Every record shown below is to be output exactly.

==============================

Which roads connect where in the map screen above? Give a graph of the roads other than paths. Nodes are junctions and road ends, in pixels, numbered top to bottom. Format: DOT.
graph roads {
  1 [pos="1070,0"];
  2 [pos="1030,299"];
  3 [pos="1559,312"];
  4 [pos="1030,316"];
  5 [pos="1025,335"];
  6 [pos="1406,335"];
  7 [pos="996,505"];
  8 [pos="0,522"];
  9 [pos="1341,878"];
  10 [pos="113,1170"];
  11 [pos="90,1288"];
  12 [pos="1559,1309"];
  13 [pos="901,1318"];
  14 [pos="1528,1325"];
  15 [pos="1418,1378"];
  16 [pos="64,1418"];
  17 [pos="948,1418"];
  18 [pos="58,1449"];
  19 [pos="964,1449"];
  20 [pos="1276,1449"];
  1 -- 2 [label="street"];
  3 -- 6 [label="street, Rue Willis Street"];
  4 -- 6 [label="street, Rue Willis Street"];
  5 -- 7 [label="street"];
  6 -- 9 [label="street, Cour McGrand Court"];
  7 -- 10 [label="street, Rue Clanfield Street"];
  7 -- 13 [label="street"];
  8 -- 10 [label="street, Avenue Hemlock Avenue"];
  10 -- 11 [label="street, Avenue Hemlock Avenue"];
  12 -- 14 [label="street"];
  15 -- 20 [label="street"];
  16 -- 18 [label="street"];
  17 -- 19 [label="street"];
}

==============================

### Result of this task:
Which roads connect where in the map screen above? Give a graph of the roads other than paths. Nodes are junctions and road ends, in pixels, numbered top to bottom. Format: DOT.
graph roads {
  1 [pos="1070,0"];
  2 [pos="1030,299"];
  3 [pos="1559,312"];
  4 [pos="1030,316"];
  5 [pos="1025,335"];
  6 [pos="1406,335"];
  7 [pos="996,505"];
  8 [pos="0,522"];
  9 [pos="1341,878"];
  10 [pos="113,1170"];
  11 [pos="90,1288"];
  12 [pos="1559,1309"];
  13 [pos="901,1318"];
  14 [pos="1528,1325"];
  15 [pos="1418,1378"];
  16 [pos="64,1418"];
  17 [pos="948,1418"];
  18 [pos="58,1449"];
  19 [pos="964,1449"];
  20 [pos="1276,1449"];
  1 -- 2 [label="street"];
  3 -- 6 [label="street, Rue Willis Street"];
  4 -- 6 [label="street, Rue Willis Street"];
  5 -- 7 [label="street"];
  6 -- 9 [label="street, Cour McGrand Court"];
  7 -- 10 [label="street, Rue Clanfield Street"];
  7 -- 13 [label="street"];
  8 -- 10 [label="street, Avenue Hemlock Avenue"];
  10 -- 11 [label="street, Avenue Hemlock Avenue"];
  12 -- 14 [label="street"];
  15 -- 20 [label="street"];
  16 -- 18 [label="street"];
  17 -- 19 [label="street"];
}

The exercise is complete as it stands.